The Norwegian Consumer Council claims it found “serious privacy infringements” pertaining to how the major dating apps handle the data of smartphone users vis-a-vis European data privacy laws.
The government funded organisation found that 135 different third-parties received data from the dating apps installed by users running the Android operating system.
Those apps are seemingly bypassing the EU’s General Data Privacy Regulation (GDPR) rules and, according to the council, the majority of apps aren’t giving users the option to consent via the correct mechanisms.
“The situation is completely out of control,” the council said, while reaching out to the EU to intervene.
The Grindr app was the greatest offender, according to the Norwegian Consumer Council’s findings, with GPS location, age and gender sent to the third-party companies, according to the Associated Press report on Tuesday.
Grindr hasn’t commented on the report, but Twitter has responded by disabling Grindr from its MoPub ad-serving account in order “to understand the sufficiency of Grindr’s consent mechanism.”

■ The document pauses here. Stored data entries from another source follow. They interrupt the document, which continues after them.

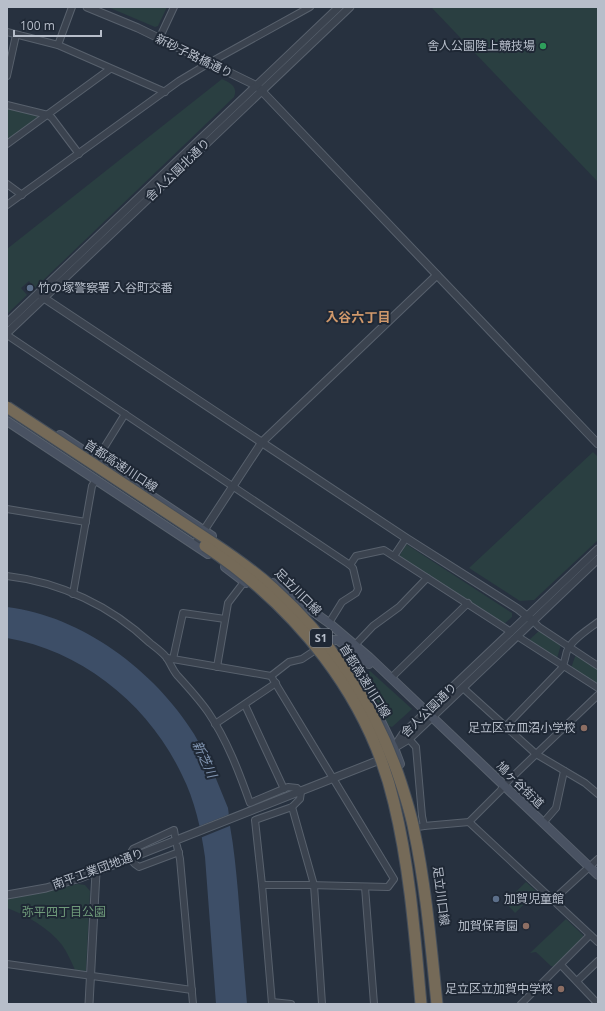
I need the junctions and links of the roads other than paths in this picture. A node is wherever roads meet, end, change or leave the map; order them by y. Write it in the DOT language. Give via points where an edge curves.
graph roads {
  1 [pos="72,7"];
  2 [pos="87,7"];
  3 [pos="174,7"];
  4 [pos="339,7"];
  5 [pos="350,7"];
  6 [pos="307,8"];
  7 [pos="7,32"];
  8 [pos="16,35"];
  9 [pos="159,38"];
  10 [pos="58,45"];
  11 [pos="209,63"];
  12 [pos="110,69"];
  13 [pos="7,76"];
  14 [pos="259,88"];
  15 [pos="165,92"];
  16 [pos="7,105"];
  17 [pos="48,114"];
  18 [pos="7,144"];
  19 [pos="79,154"];
  20 [pos="7,184"];
  21 [pos="22,195"];
  22 [pos="7,205"];
  23 [pos="437,275"];
  24 [pos="42,295"];
  25 [pos="7,323"];
  26 [pos="7,334"];
  27 [pos="7,402"];
  28 [pos="7,407"];
  29 [pos="125,414"];
  30 [pos="7,416"];
  31 [pos="7,422"];
  32 [pos="262,442"];
  33 [pos="598,444"];
  34 [pos="97,459"];
  35 [pos="96,480"];
  36 [pos="232,485"];
  37 [pos="7,509"];
  38 [pos="86,522"];
  39 [pos="204,530"];
  40 [pos="406,538"];
  41 [pos="195,544"];
  42 [pos="598,548"];
  43 [pos="394,556"];
  44 [pos="598,559"];
  45 [pos="350,565"];
  46 [pos="7,576"];
  47 [pos="427,578"];
  48 [pos="244,582"];
  49 [pos="273,583"];
  50 [pos="74,594"];
  51 [pos="468,603"];
  52 [pos="530,618"];
  53 [pos="225,619"];
  54 [pos="598,622"];
  55 [pos="329,623"];
  56 [pos="514,634"];
  57 [pos="329,641"];
  58 [pos="355,644"];
  59 [pos="569,647"];
  60 [pos="314,651"];
  61 [pos="170,658"];
  62 [pos="563,666"];
  63 [pos="598,666"];
  64 [pos="217,667"];
  65 [pos="271,676"];
  66 [pos="391,678"];
  67 [pos="276,683"];
  68 [pos="463,688"];
  69 [pos="598,688"];
  70 [pos="598,695"];
  71 [pos="245,705"];
  72 [pos="429,714"];
  73 [pos="215,724"];
  74 [pos="505,727"];
  75 [pos="409,739"];
  76 [pos="394,748"];
  77 [pos="536,754"];
  78 [pos="377,761"];
  79 [pos="564,771"];
  80 [pos="334,779"];
  81 [pos="505,787"];
  82 [pos="284,789"];
  83 [pos="301,792"];
  84 [pos="598,794"];
  85 [pos="292,807"];
  86 [pos="469,822"];
  87 [pos="543,823"];
  88 [pos="421,826"];
  89 [pos="174,833"];
  90 [pos="130,859"];
  91 [pos="598,859"];
  92 [pos="589,867"];
  93 [pos="96,872"];
  94 [pos="598,875"];
  95 [pos="262,885"];
  96 [pos="314,885"];
  97 [pos="365,887"];
  98 [pos="7,895"];
  99 [pos="553,900"];
  100 [pos="590,935"];
  101 [pos="598,942"];
  102 [pos="598,961"];
  103 [pos="7,964"];
  104 [pos="561,965"];
  105 [pos="90,975"];
  106 [pos="577,982"];
  107 [pos="192,990"];
  108 [pos="272,1003"];
  109 [pos="598,1003"];
  110 [pos="89,1004"];
  111 [pos="192,1004"];
  112 [pos="291,1004"];
  113 [pos="322,1004"];
  114 [pos="374,1004"];
  115 [pos="417,1004"];
  116 [pos="421,1004"];
  117 [pos="437,1004"];
  118 [pos="440,1004"];
  119 [pos="521,1004"];
  1 -- 10 [label="street"];
  2 -- 9 [label="street, 新砂子路橋通り"];
  3 -- 9 [label="street"];
  4 -- 14 [label="street, 舎人公園北通り"];
  5 -- 14 [label="street, 舎人公園北通り"];
  6 -- 11 [label="street"];
  7 -- 8 [label="street"];
  8 -- 10 [label="street"];
  8 -- 13 [label="street"];
  9 -- 11 [label="street, 新砂子路橋通り"];
  10 -- 12 [label="street"];
  11 -- 14 [label="street, 新砂子路橋通り"];
  11 -- 15 [label="street"];
  12 -- 15 [label="street"];
  12 -- 17 [label="street"];
  14 -- 23 [label="street"];
  14 -- 24 [label="street, 舎人公園北通り"];
  15 -- 19 [label="street"];
  16 -- 17 [label="street"];
  17 -- 18 [label="street"];
  17 -- 19 [label="street"];
  19 -- 21 [label="street"];
  20 -- 21 [label="street"];
  21 -- 22 [label="street"];
  23 -- 32 [label="street"];
  23 -- 33 [label="street"];
  24 -- 25 [label="street, 舎人公園北通り"];
  24 -- 26 [label="street, 舎人公園北通り"];
  24 -- 32 [label="street"];
  26 -- 29 [label="street"];
  27 -- 34 [label="main road, 足立川口線"];
  28 -- 117 [label="highway, 首都高速川口線 / S1, bridge" via="247,566 301,615 346,670 387,744 408,805 420,864"];
  29 -- 34 [label="street"];
  29 -- 36 [label="street"];
  30 -- 116 [label="highway, 首都高速川口線 / S1, bridge" via="240,572 294,621 337,674 366,723 394,802 414,920"];
  31 -- 35 [label="main road"];
  32 -- 36 [label="street"];
  32 -- 40 [label="street"];
  34 -- 39 [label="main road, 足立川口線"];
  35 -- 38 [label="street" via="92,486"];
  35 -- 41 [label="main road"];
  36 -- 39 [label="street"];
  36 -- 45 [label="street"];
  37 -- 38 [label="street"];
  38 -- 50 [label="street"];
  39 -- 41 [label="street"];
  39 -- 49 [label="main road, 足立川口線"];
  40 -- 43 [label="street"];
  40 -- 52 [label="street"];
  41 -- 48 [label="main road"];
  42 -- 52 [label="street, 舎人公園通り"];
  43 -- 45 [label="street" via="384,550 356,556"];
  43 -- 47 [label="street"];
  44 -- 52 [label="street, 舎人公園通り"];
  45 -- 55 [label="street" via="358,589 342,602"];
  46 -- 50 [label="street" via="31,579"];
  47 -- 51 [label="street"];
  47 -- 58 [label="street" via="399,607 373,626"];
  48 -- 53 [label="street" via="228,603"];
  48 -- 60 [label="main road" via="269,602"];
  49 -- 55 [label="main road, 鳩ヶ谷街道"];
  49 -- 57 [label="main road, 足立川口線"];
  50 -- 61 [label="street" via="124,621"];
  51 -- 56 [label="street"];
  51 -- 66 [label="street"];
  52 -- 56 [label="street, 舎人公園通り"];
  52 -- 59 [label="street"];
  53 -- 61 [label="street" via="183,613"];
  53 -- 64 [label="street"];
  54 -- 59 [label="street"];
  55 -- 58 [label="main road, 鳩ヶ谷街道"];
  56 -- 62 [label="street"];
  56 -- 68 [label="street, 舎人公園通り"];
  56 -- 72 [label="street, 舎人公園通り"];
  57 -- 60 [label="main road"];
  57 -- 72 [label="main road, 鳩ヶ谷街道" via="335,639 342,642"];
  57 -- 76 [label="main road, 足立川口線" via="368,696"];
  58 -- 66 [label="main road, 鳩ヶ谷街道"];
  59 -- 62 [label="street"];
  59 -- 63 [label="street"];
  60 -- 65 [label="street" via="302,659 289,662"];
  60 -- 78 [label="main road" via="351,703"];
  61 -- 64 [label="street"];
  61 -- 73 [label="street" via="171,668 193,692"];
  62 -- 69 [label="street"];
  62 -- 74 [label="street"];
  64 -- 65 [label="street"];
  65 -- 67 [label="street"];
  66 -- 72 [label="main road, 鳩ヶ谷街道"];
  67 -- 71 [label="street"];
  67 -- 80 [label="street"];
  68 -- 72 [label="street, 舎人公園通り"];
  68 -- 74 [label="street"];
  70 -- 77 [label="street"];
  71 -- 73 [label="street"];
  71 -- 82 [label="street"];
  72 -- 75 [label="street, 舎人公園通り"];
  72 -- 76 [label="street, 舎人公園通り" via="403,734"];
  72 -- 81 [label="main road, 鳩ヶ谷街道"];
  73 -- 82 [label="street" via="233,758 250,803"];
  74 -- 77 [label="street"];
  75 -- 76 [label="street, 舎人公園通り"];
  75 -- 88 [label="street" via="416,747"];
  76 -- 78 [label="street"];
  76 -- 88 [label="main road, 足立川口線"];
  77 -- 79 [label="street"];
  77 -- 81 [label="street"];
  78 -- 80 [label="street"];
  78 -- 115 [label="main road" via="392,809 400,855"];
  79 -- 84 [label="street"];
  79 -- 87 [label="street" via="556,808"];
  80 -- 83 [label="street"];
  80 -- 97 [label="street" via="394,879 388,887"];
  81 -- 86 [label="street"];
  81 -- 87 [label="main road, 鳩ヶ谷街道"];
  82 -- 83 [label="street" via="297,788"];
  83 -- 85 [label="street" via="300,799"];
  83 -- 90 [label="street, 南平工業団地通り"];
  85 -- 95 [label="street" via="254,820"];
  85 -- 96 [label="street"];
  86 -- 88 [label="street"];
  86 -- 99 [label="street"];
  87 -- 92 [label="main road, 鳩ヶ谷街道"];
  88 -- 118 [label="main road, 足立川口線"];
  89 -- 90 [label="street" via="133,849"];
  90 -- 93 [label="street, 南平工業団地通り"];
  90 -- 107 [label="street" via="139,867 178,849"];
  91 -- 92 [label="street"];
  92 -- 94 [label="main road, 鳩ヶ谷街道"];
  92 -- 99 [label="street"];
  93 -- 98 [label="street, 南平工業団地通り" via="46,888"];
  93 -- 105 [label="street"];
  95 -- 96 [label="street"];
  95 -- 108 [label="street"];
  96 -- 97 [label="street"];
  96 -- 113 [label="street"];
  97 -- 114 [label="street"];
  99 -- 100 [label="street"];
  100 -- 101 [label="street"];
  100 -- 104 [label="street"];
  102 -- 106 [label="street"];
  103 -- 105 [label="street"];
  104 -- 106 [label="street"];
  104 -- 119 [label="street"];
  105 -- 107 [label="street"];
  105 -- 110 [label="street"];
  106 -- 109 [label="street"];
  107 -- 111 [label="street"];
  108 -- 112 [label="street"];
}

Finn Myrstad, the digital policy director for the Norwegian Consumer Council said: “Any consumer with an average number of apps on their phone — anywhere between 40 and 80 apps — will have their data shared with hundreds or perhaps thousands of actors online.”
In the European Union, companies are prohibited from collecting personal information their users, pertaining to sex life, sexual orientation, religion and ethnicity. According to the Norwegians, the apps in question are falling well short.